Beginning at the top of the entries below, retype each line exactly until the line containing "position:absolute; width:132px; margin:-66px;" has been written out; include no pictures and no later lines.

_ _ _

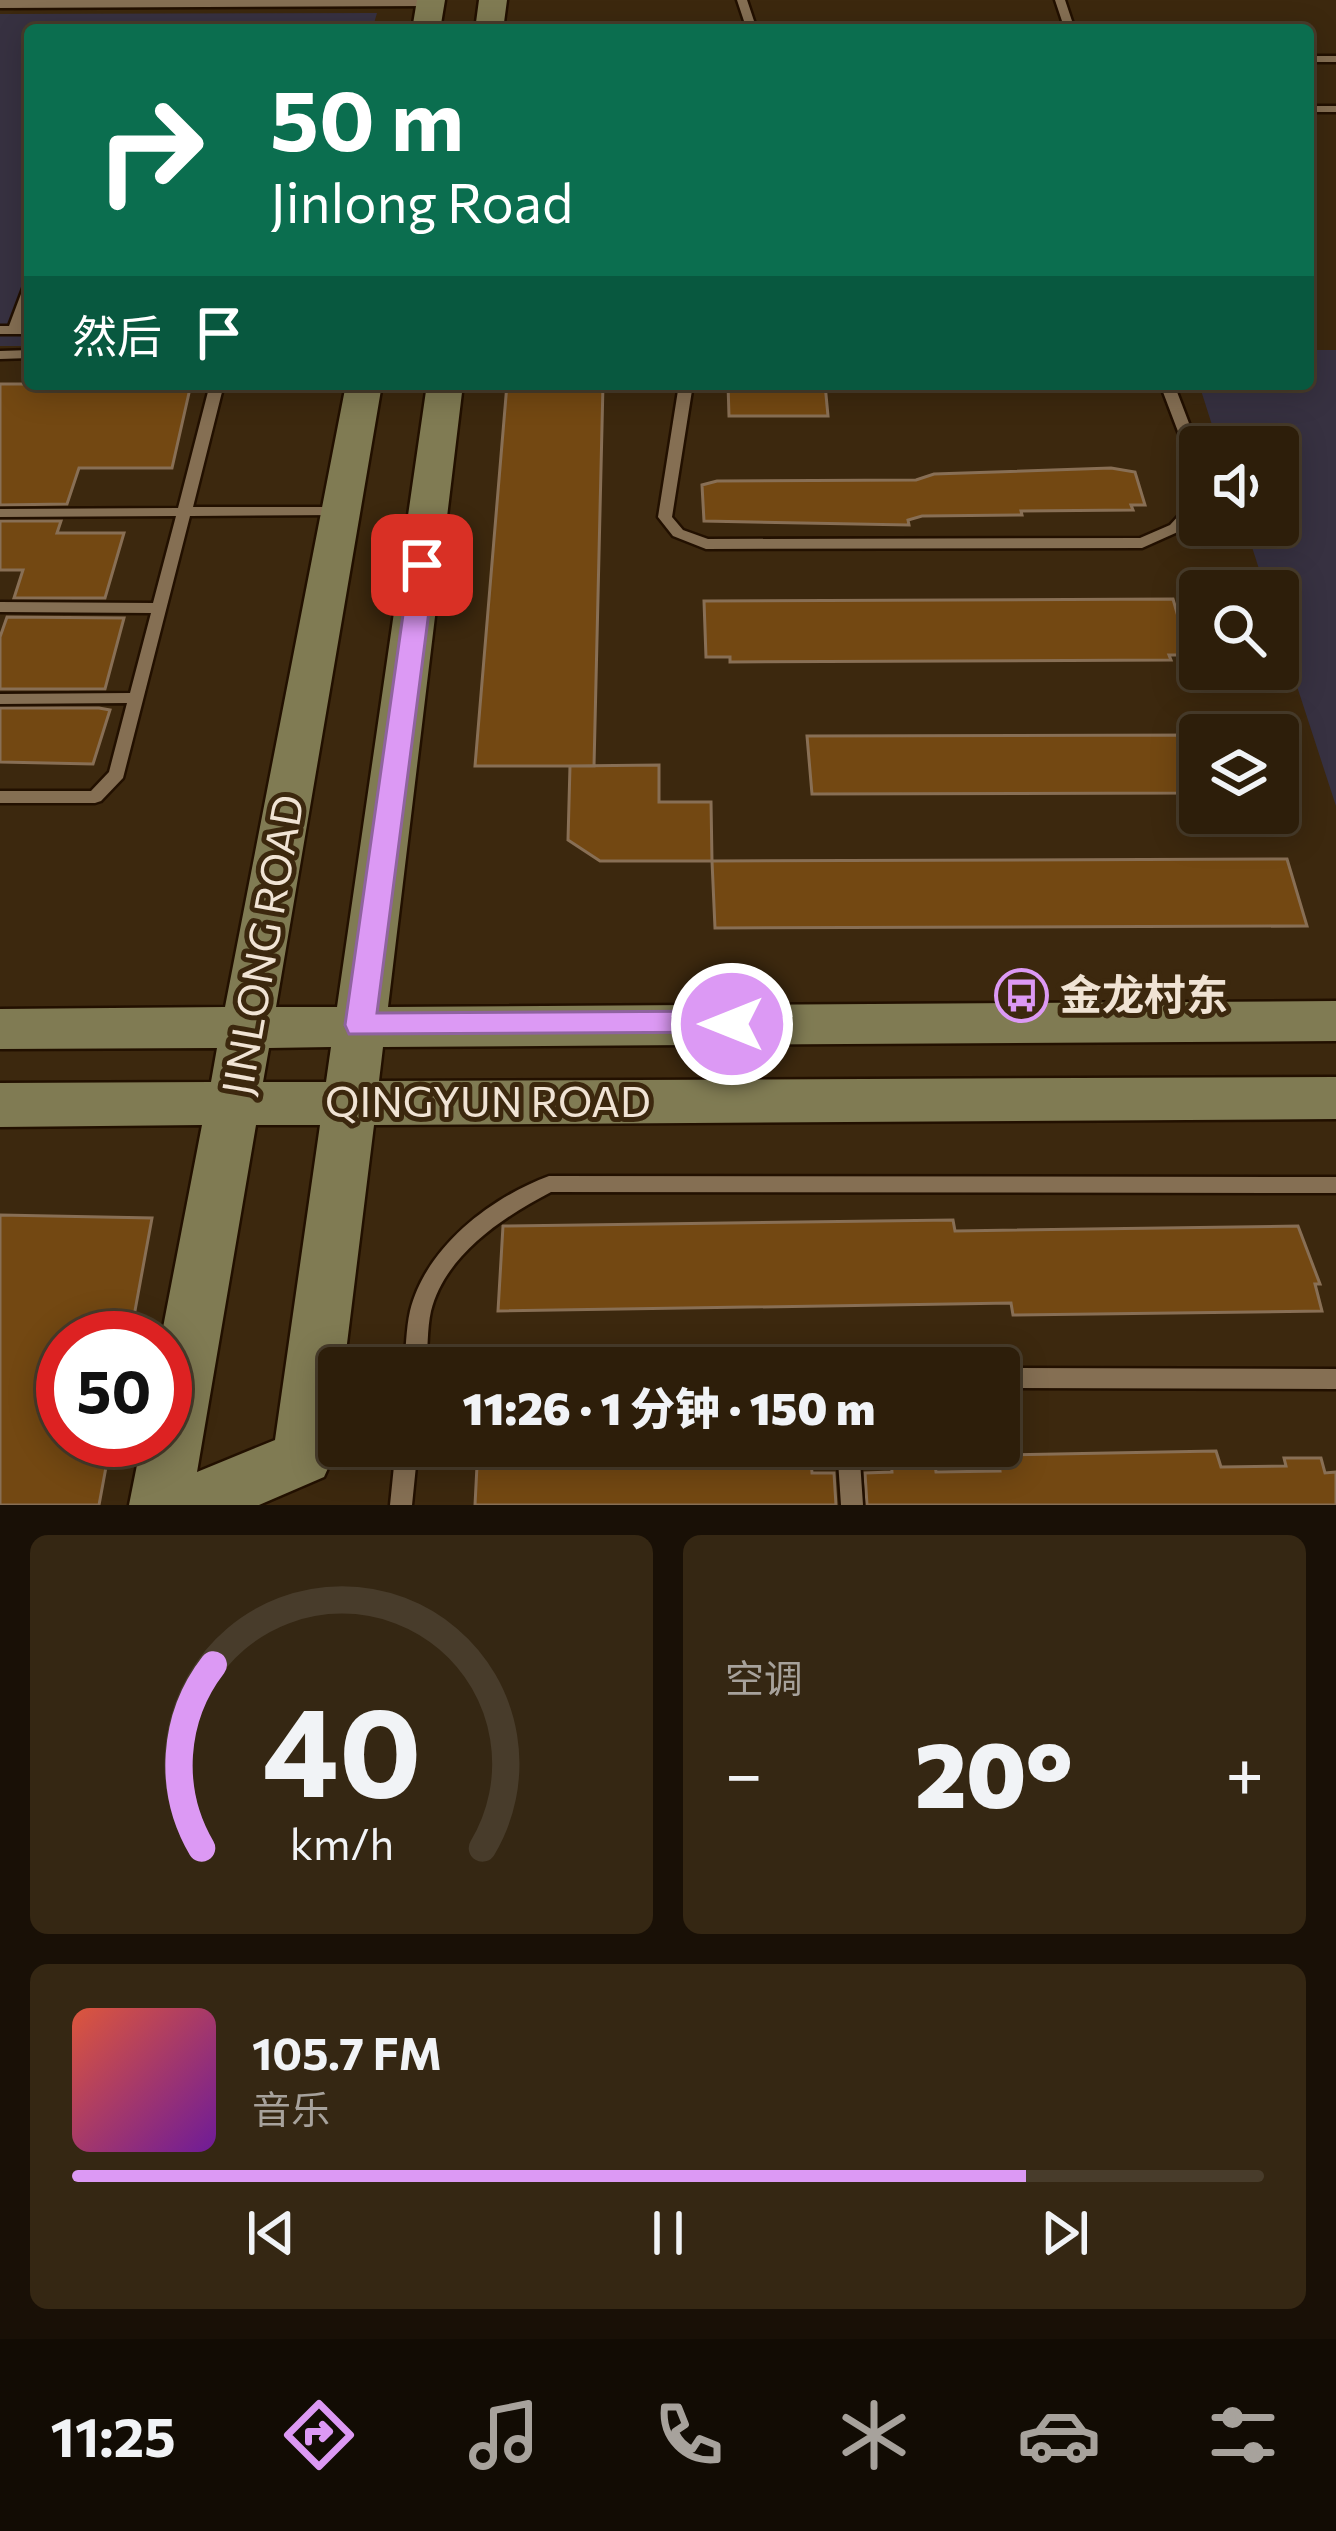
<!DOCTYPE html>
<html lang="zh">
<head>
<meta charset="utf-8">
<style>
  :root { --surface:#2d1e0a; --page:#352713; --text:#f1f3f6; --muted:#a7a29c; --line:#483c2b; --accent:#dc99f4 }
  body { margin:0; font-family:Commissioner,"Noto Sans SC",sans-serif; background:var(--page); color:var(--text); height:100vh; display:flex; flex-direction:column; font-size:45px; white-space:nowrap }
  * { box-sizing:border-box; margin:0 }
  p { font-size:39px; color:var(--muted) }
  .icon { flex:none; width:66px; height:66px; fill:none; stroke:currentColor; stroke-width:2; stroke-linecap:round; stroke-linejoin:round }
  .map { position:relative; height:1505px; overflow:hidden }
  .sheet { display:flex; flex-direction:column; gap:30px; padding:30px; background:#191006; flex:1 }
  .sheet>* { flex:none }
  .guide { position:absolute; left:24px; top:24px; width:1290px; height:366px; border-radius:12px; box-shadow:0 6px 30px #0003,0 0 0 3px var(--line); background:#0b6e4f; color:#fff; overflow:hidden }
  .tools { position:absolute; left:1179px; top:426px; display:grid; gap:24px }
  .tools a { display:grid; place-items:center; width:120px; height:120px; border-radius:12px; background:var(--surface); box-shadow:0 6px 30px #0003,0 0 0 3px var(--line); font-size:60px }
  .speed { position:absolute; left:36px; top:1311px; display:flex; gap:24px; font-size:60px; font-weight:700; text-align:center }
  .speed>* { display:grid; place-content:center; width:156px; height:156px; border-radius:50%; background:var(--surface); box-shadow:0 6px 30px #0003,0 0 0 3px var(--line); line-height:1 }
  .speed .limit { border:18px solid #d22; background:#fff; color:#111 }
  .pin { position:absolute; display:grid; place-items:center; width:102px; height:102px; color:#fff; margin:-51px; border-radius:24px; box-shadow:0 6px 18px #0006 }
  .me { position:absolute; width:132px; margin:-66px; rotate:270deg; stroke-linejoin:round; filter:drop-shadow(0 0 9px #0008) }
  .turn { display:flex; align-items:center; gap:42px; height:252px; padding:0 48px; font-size:54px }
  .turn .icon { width:156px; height:156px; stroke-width:2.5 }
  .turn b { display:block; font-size:84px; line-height:102px }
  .then { display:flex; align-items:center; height:114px; padding:0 48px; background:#0003; gap:24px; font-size:45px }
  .big { font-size:90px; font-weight:800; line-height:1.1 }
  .sheet .card { flex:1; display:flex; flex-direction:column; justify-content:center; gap:18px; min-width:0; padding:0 42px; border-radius:18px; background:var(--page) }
  .sheet .dial { align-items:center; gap:0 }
  .dial svg { height:312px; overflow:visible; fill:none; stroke:var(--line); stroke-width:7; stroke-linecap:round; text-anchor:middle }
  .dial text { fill:var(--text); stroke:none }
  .song { display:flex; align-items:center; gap:36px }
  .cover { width:144px; height:144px; border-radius:18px; background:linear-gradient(135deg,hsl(10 70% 55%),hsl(280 70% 35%)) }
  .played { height:12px; border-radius:6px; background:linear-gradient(90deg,var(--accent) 80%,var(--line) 80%) }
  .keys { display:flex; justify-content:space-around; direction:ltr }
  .heat { display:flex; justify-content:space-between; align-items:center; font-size:66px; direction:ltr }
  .sheet .tiles { flex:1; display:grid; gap:30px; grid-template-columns:1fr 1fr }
  .card:last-child { grid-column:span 2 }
  .trip { position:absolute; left:318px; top:1347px; width:702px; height:120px; border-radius:12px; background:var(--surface); box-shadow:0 6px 30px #0003,0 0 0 3px var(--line); font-weight:800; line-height:120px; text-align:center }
  .tab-bar { display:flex; height:192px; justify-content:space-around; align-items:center; background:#120c04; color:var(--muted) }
  .tab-bar .icon { width:84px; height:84px }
  .tab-bar .current { color:var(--accent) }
  .tab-bar b { font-size:54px; color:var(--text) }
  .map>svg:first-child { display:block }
  .commercial { fill:#373141 }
  .building { fill:#734812; stroke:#886f55; stroke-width:3 }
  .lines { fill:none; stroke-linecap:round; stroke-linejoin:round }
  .lane-casing { stroke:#221000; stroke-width:5 }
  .street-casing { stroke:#221000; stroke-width:5 }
  .secondary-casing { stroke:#221000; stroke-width:5 }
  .lane { fill:#856f53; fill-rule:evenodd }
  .street { fill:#856f53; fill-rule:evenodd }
  .secondary { fill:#807b53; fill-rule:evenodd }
  .route { fill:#dc99f4; stroke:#8f639f; stroke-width:3 }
  .labels { text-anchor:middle; stroke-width:10; stroke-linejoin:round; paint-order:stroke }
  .street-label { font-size:42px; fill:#f0e3d4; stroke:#3c280e }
  .poi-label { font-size:42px; font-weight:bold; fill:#f0e3d4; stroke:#3c280e; text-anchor:start }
</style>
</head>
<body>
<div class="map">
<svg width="1336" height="1505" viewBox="0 0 1336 1505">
  <rect width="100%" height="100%" fill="#3c280e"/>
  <path class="commercial" d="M377,13L372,30H30V346H0V14Z
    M1308,350H1336V806L1278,628V591H1266L1245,525H1278V447H1219L1199,384H1308Z"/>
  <path class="building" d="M0,384H191L172,468H79L67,504L0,505Z
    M507,384H603L594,766H475Z
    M728,384H825L828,416H729Z
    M1111,468L1135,472L1145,505H1131L1133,510L1021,511L1022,515L922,516L908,520L909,525L704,521L702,485L717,481L916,480L934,474Z
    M0,521H61L57,533H124L105,598H14L23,570H0Z
    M1173,599L1189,655H1169L1171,660L730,662V657H706L704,601Z
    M7,617L124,618L105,689H0V637Z
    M0,708H99L110,710L93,764L0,762Z
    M1200,735V793L812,794L807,736Z
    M659,765V802H711L712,861H600L568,840L570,766Z
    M1287,859L1307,926L715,928L712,861Z
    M0,1215L152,1218L130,1338H63V1440H111L99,1505H0Z
    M953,1220L955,1231L1298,1226L1320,1284H1315L1322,1311L1013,1315L1011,1303L498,1311L503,1226Z
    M478,1446H810L812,1473H834L836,1505H475Z
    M1216,1451L1221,1467L1286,1466L1284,1458H1321L1325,1473L1336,1472V1505H867L865,1473L892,1472L891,1457H934L936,1472L1000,1471L998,1455Z"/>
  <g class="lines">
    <defs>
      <path id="lane" d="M737,0H747L757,30H747Z
        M1055,0H1065L1075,30H1065Z
        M1308,56H1336V62H1308Z
        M1308,106H1336V112H1308Z
        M30,282V304L22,326H30V334H0V326H9L24,286Z
        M30,350V358L0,359V351Z
        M210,384H224L193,507H341L348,511L341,515L190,516L123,778L101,801L95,803H0V791H91L109,772L127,703L0,704V694L130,693L151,613L0,612V602L153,603L176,516L0,517V509L178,508Z
        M679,384H693L672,517L683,530L708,539L1140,538L1170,525L1195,498L1200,497V510L1180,531L1142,548L706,549L673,536L658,517Z
        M1160,384H1174L1200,452V475L1193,471Z
        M549,1176L1336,1177V1193L551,1192C503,1217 445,1255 431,1311C427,1329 428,1349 426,1368H404C406,1349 406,1329 410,1311C426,1247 490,1198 549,1176Z
        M999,1368L1336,1369V1389L999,1388Z
        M396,1446H418L412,1505H390Z
        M837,1446H859L863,1505H841Z"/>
      <path id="street" d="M0,0H441L431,6L0,8Z"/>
      <path id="secondary" d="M417,0H445L440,30H412Z
        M479,0H507L503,30H475Z
        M346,384H382L276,1007H337L427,384H463L388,1007L1336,1001V1041L383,1047L379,1081L1336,1077V1119L374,1125L344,1368H339L333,1457L324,1477L259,1505H129L142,1440H165L161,1338L202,1125L0,1127V1083L211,1082L217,1048L0,1049V1009L225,1007ZM331,1047L326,1082H263L269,1048ZM256,1125H320L275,1440L197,1472Z"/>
    </defs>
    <use href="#lane" class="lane-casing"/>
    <use href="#street" class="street-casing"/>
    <use href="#secondary" class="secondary-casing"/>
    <use href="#lane" class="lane"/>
    <use href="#street" class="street"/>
    <use href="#secondary" class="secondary"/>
  </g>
  <path class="route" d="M422,557L435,565L377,1013L732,1011L747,1024L743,1032L349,1034L345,1025L410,565Z"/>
  <defs>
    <symbol id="bus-ring" viewBox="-11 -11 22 22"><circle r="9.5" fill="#3c280e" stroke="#dc99f4" stroke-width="1.5"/><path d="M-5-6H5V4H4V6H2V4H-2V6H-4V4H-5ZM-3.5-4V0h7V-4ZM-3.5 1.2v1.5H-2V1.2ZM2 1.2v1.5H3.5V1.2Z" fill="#dc99f4"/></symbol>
  </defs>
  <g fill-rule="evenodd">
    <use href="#bus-ring" x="992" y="966" width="59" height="59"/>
  </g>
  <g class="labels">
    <g class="street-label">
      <text transform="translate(263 945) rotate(-80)" y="15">JINLONG ROAD</text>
      <text x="488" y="1117">QINGYUN ROAD</text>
    </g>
    <g class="poi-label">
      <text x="1060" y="1010">金龙村东</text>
    </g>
  </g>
</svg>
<div class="tools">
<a><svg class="icon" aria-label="sound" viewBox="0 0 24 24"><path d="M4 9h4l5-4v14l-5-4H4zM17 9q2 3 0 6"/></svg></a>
<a><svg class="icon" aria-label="search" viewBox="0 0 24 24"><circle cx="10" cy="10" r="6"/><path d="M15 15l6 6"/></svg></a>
<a><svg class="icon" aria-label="layers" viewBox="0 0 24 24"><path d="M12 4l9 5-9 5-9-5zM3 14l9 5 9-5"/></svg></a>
</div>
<div class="speed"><div class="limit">50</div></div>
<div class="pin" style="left:422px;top:565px;background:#d93025"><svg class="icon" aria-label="arrive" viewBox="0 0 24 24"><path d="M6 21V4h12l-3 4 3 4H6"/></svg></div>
<svg class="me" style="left:732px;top:1024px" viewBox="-20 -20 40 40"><circle r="17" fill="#dc99f4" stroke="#fff" stroke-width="3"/><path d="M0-11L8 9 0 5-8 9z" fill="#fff"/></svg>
<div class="trip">11:26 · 1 分钟 · 150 m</div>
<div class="guide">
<div class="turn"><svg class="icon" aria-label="right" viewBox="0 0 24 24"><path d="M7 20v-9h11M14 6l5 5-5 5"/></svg><div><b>50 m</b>Jinlong Road</div></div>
<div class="then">然后<svg class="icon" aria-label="arrive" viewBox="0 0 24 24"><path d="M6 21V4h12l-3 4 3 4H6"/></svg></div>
</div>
</div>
<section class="sheet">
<div class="tiles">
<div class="card dial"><svg viewBox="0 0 100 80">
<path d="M14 69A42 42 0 1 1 86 69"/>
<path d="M14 69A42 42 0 0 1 17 22" stroke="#dc99f4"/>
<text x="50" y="56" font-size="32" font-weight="700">40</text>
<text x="50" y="72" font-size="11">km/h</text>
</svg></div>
<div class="card"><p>空调</p>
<div class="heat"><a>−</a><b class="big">20°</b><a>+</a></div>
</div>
<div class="card">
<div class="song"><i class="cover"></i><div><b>105.7 FM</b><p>音乐</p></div></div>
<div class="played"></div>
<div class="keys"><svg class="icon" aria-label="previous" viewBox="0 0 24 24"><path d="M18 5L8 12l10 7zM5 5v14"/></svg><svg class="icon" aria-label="pause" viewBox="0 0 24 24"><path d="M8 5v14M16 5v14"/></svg><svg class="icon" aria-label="next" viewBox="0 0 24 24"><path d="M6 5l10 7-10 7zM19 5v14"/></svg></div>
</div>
</div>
</section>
<nav class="tab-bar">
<b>11:25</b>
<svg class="icon current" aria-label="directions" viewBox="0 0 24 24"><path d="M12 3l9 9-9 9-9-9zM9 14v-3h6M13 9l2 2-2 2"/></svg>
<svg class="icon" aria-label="music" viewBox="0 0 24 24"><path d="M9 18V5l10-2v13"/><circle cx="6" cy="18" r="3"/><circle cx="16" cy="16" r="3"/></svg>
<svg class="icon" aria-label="phone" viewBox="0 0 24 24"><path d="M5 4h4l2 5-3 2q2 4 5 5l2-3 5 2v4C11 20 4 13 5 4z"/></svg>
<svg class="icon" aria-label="climate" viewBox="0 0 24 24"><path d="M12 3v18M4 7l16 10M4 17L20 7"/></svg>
<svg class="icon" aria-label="car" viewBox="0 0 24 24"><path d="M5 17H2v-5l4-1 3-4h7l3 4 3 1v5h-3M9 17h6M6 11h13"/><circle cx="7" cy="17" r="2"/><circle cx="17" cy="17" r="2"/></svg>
<svg class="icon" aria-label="filters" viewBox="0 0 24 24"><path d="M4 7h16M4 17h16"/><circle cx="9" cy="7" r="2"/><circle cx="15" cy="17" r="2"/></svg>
</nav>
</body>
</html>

_ _ _

_Exercise result_.
<!DOCTYPE html>
<html lang="zh">
<head>
<meta charset="utf-8">
<style>
  :root { --surface:#2d1e0a; --page:#352713; --text:#f1f3f6; --muted:#a7a29c; --line:#483c2b; --accent:#dc99f4 }
  body { margin:0; font-family:Commissioner,"Noto Sans SC",sans-serif; background:var(--page); color:var(--text); height:100vh; display:flex; flex-direction:column; font-size:45px; white-space:nowrap }
  * { box-sizing:border-box; margin:0 }
  p { font-size:39px; color:var(--muted) }
  .icon { flex:none; width:66px; height:66px; fill:none; stroke:currentColor; stroke-width:2; stroke-linecap:round; stroke-linejoin:round }
  .map { position:relative; height:1505px; overflow:hidden }
  .sheet { display:flex; flex-direction:column; gap:30px; padding:30px; background:#191006; flex:1 }
  .sheet>* { flex:none }
  .guide { position:absolute; left:24px; top:24px; width:1290px; height:366px; border-radius:12px; box-shadow:0 6px 30px #0003,0 0 0 3px var(--line); background:#0b6e4f; color:#fff; overflow:hidden }
  .tools { position:absolute; left:1179px; top:426px; display:grid; gap:24px }
  .tools a { display:grid; place-items:center; width:120px; height:120px; border-radius:12px; background:var(--surface); box-shadow:0 6px 30px #0003,0 0 0 3px var(--line); font-size:60px }
  .speed { position:absolute; left:36px; top:1311px; display:flex; gap:24px; font-size:60px; font-weight:700; text-align:center }
  .speed>* { display:grid; place-content:center; width:156px; height:156px; border-radius:50%; background:var(--surface); box-shadow:0 6px 30px #0003,0 0 0 3px var(--line); line-height:1 }
  .speed .limit { border:18px solid #d22; background:#fff; color:#111 }
  .pin { position:absolute; display:grid; place-items:center; width:102px; height:102px; color:#fff; margin:-51px; border-radius:24px; box-shadow:0 6px 18px #0006 }
  .me { position:absolute; width:132px; margin:-66px; rotate:270deg; stroke-linejoin:round; filter:drop-shadow(0 0 9px #0008) }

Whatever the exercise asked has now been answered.